Data and Information Science and Technologies

NCSA is at the forefront of data-intensive research.

NCSA and its collaborators provide a data management framework for the Dark Energy Survey, which is using the world's largest digital camera to undertake the largest galaxy survey ever attempted. This framework processes, calibrates, and archives the massive amounts of data—quadrillions of bytes over the lifetime of the survey—that will be collected for the DES.

NCSA is embarking on a $10 million effort (referred to as "Brown Dog") to develop software to manage and make sense of vast amounts of digital data. While technology has made it easy for everyone to create and share vast amounts of digital data—including images, video, and audio—searching, sorting, accessing and understanding that data is very challenging. Among the major issues: lack of metadata (the data about the data that describe when and how and by whom is was produced) and difficulty of access data in outdated formats. The NCSA team will develop services to make the contents of uncurated data collections accessible.

The Large Synoptic Survey Telescope will use an 8.4-meter telescope and 3-gigapixel camera to produce a wide-field astronomical survey of the universe that tracks its changes over time; in addition to probing the mysteries of dark energy and dark matter, LSST is designed to detect exploding supernovae, potentially hazardous near-Earth asteroids, and distant Kuiper Belt Objects. LSST will collect tens of terabytes of data every night, which will be processed, calibrated, and archived by NCSA.

NCSA and the University of Illinois also are at the forefront of efforts to develop a National Data Service, which would provide infrastructure to enable researchers across all disciplines to easily find, reuse, and publish data. More than 70 representatives from organizations across the United States and around the world gathered in Boulder, Colorado, in June to discuss this NDS and organize a consortium to turn their vision into reality. The NDS consortium is an international federation of data providers, data aggregators, community-specific federations, publishers, and cyberinfrastructure providers.

A new Materials Data Facility is being established as a pilot program under NDS. This data facility will provide a repository where scientists can preserve and share materials research data, produced by both simulations and experiments.Through the facility’s cloud-hosted data publication and discovery services, materials research projects will have an essential platform for rapid data sharing, discovery, and analysis that will accelerate the process for bringing new materials into industrial use. Key components of the facility will include multi-petabyte storage environments at NCSA and at Argonne National Laboratory, as well as the Globus research data management service operated by the University of Chicago.

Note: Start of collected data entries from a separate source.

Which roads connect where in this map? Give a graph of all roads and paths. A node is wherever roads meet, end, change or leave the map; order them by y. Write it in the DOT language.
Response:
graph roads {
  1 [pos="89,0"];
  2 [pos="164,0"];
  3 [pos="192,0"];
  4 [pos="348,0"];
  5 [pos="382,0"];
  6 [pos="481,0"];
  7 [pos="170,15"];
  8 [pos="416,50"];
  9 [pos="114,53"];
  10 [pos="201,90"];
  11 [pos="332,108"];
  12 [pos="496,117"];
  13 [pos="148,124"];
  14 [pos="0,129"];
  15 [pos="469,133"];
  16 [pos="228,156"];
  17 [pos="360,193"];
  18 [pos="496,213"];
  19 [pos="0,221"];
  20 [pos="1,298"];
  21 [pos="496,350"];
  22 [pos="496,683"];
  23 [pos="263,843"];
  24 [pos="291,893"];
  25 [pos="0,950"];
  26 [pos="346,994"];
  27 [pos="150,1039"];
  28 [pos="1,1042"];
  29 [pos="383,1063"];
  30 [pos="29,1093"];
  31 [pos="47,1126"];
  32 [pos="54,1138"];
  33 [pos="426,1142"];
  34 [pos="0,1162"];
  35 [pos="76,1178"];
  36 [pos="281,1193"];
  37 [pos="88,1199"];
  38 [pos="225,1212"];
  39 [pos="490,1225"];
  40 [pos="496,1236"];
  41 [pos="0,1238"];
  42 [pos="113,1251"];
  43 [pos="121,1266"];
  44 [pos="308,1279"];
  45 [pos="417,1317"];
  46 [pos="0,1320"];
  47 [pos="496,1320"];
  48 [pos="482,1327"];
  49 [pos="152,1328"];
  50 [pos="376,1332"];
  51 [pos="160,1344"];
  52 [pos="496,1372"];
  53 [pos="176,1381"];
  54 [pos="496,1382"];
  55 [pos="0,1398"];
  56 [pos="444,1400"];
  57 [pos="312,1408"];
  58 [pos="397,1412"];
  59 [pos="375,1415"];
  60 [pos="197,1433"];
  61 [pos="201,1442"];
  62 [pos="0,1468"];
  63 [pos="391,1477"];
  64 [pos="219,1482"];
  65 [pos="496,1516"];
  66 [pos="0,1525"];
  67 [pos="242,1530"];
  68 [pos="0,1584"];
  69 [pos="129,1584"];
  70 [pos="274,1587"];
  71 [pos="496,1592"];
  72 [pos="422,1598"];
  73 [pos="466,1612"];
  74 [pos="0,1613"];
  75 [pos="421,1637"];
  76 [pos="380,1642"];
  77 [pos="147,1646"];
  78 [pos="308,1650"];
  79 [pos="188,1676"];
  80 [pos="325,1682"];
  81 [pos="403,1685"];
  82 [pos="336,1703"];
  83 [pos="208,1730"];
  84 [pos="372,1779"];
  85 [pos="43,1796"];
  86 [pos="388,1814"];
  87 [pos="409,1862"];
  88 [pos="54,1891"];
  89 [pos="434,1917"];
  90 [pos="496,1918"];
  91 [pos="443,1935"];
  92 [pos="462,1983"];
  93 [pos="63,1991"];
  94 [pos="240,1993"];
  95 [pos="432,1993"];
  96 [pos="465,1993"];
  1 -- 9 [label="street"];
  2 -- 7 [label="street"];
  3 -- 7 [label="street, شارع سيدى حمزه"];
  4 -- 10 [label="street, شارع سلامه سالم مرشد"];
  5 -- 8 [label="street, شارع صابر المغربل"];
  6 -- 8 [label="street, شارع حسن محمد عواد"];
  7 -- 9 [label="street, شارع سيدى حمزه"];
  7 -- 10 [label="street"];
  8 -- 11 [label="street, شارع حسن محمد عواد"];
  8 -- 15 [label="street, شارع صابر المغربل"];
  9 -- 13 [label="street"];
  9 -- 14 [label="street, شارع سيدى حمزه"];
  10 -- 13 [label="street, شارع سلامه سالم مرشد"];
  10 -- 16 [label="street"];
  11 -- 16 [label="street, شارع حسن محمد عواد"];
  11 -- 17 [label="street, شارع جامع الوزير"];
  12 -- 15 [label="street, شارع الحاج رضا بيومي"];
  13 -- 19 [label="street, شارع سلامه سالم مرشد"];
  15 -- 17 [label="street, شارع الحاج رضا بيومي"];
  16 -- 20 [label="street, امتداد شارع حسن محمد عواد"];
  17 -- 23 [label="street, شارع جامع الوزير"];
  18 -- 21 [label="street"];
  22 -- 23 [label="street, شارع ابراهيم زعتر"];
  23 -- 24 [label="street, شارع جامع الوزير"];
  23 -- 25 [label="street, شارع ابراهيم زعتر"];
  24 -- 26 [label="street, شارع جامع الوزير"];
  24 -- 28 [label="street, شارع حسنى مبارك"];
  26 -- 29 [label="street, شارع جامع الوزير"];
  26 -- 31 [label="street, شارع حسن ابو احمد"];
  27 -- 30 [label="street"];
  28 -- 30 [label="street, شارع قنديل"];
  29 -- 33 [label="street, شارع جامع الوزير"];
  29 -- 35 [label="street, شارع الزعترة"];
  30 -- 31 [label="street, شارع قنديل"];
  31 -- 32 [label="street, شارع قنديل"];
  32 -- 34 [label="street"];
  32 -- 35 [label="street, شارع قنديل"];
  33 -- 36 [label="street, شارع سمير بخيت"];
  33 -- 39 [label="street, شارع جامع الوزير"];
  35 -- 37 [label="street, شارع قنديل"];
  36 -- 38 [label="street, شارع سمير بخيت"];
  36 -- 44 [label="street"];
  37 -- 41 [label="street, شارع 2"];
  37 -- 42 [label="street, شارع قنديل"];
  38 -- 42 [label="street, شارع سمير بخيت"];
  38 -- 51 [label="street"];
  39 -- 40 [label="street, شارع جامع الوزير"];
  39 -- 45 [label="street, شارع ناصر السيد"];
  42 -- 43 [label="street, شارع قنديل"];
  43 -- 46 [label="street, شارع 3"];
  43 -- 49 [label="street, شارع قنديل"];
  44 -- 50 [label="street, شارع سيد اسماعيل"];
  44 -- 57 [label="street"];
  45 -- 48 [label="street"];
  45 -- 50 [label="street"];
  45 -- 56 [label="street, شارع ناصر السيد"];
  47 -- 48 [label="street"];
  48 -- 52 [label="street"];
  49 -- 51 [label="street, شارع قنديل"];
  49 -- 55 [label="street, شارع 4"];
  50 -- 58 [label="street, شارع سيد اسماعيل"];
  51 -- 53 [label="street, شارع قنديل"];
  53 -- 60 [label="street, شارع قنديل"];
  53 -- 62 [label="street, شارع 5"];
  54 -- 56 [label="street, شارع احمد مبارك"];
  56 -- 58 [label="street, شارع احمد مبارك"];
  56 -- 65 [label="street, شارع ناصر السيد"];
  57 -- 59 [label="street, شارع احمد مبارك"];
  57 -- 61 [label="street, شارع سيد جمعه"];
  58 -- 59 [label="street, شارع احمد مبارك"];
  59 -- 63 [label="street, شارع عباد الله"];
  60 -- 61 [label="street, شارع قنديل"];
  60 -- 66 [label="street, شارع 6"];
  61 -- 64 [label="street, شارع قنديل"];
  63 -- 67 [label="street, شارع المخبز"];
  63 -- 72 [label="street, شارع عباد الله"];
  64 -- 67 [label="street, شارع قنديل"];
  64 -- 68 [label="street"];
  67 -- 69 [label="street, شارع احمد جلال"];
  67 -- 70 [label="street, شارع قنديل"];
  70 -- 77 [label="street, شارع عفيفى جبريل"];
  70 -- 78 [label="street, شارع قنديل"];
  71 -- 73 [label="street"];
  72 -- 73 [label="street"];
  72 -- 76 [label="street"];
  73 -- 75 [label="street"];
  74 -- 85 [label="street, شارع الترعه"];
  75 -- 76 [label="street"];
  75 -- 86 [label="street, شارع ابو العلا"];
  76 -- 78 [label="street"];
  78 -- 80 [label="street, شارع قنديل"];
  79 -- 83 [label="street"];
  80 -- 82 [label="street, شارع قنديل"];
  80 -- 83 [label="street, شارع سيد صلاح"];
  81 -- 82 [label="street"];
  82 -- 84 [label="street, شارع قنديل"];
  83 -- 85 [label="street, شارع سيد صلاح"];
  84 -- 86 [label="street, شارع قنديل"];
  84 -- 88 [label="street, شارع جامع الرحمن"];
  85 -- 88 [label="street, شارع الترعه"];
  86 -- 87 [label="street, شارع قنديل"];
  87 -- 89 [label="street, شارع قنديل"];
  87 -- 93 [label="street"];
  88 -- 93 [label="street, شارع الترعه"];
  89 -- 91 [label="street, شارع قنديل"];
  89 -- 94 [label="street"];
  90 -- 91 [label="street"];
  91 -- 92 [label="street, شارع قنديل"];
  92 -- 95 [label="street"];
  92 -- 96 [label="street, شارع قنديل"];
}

On the Urbana-Champaign campus, NCSA is a partner in the Research Data Service (RDS), which was recently launched to provide the Illinois research community with the expertise, tools, and infrastructure necessary to manage and steward research data. The RDS assists researchers in development and implementation data management plans, not only for the purpose of complying with the growing requirements for federally funded projects but also for continuity and efficiency within research groups. Headquartered at the University Library, RDS is a partnership between several campus units; NCSA will contribute to developing storage infrastructure and solutions for making Illinois research data publicly available.

NCSA offers Integrated Data and Database Services (IDDS): expertise to partners in science and industry resource allocation services. IDDS creates unique applications to provide and manage resource allocations on HPC, HTC, HPSS, and other systems. They also specialize in database administration, both large scale (petabytes) and small scale installations, providing server specification and development consulting, database design and development, interface development, and performance optimization.

NCSA is also the host institution for the Midwest Big Data Innovation Hub, an NSF-funded organization that serves as a coordinating entity for data science activities in the 12-state Midwest region. The Hub convenes a diverse network of cross-sector partners from academia, industry, government, and nonprofits to build regional capacity in data science, through workshops, webinars, hands-on training, and other activities. The Hub is part of the National Science Foundation's national network of regional Big Data Innovation Hubs.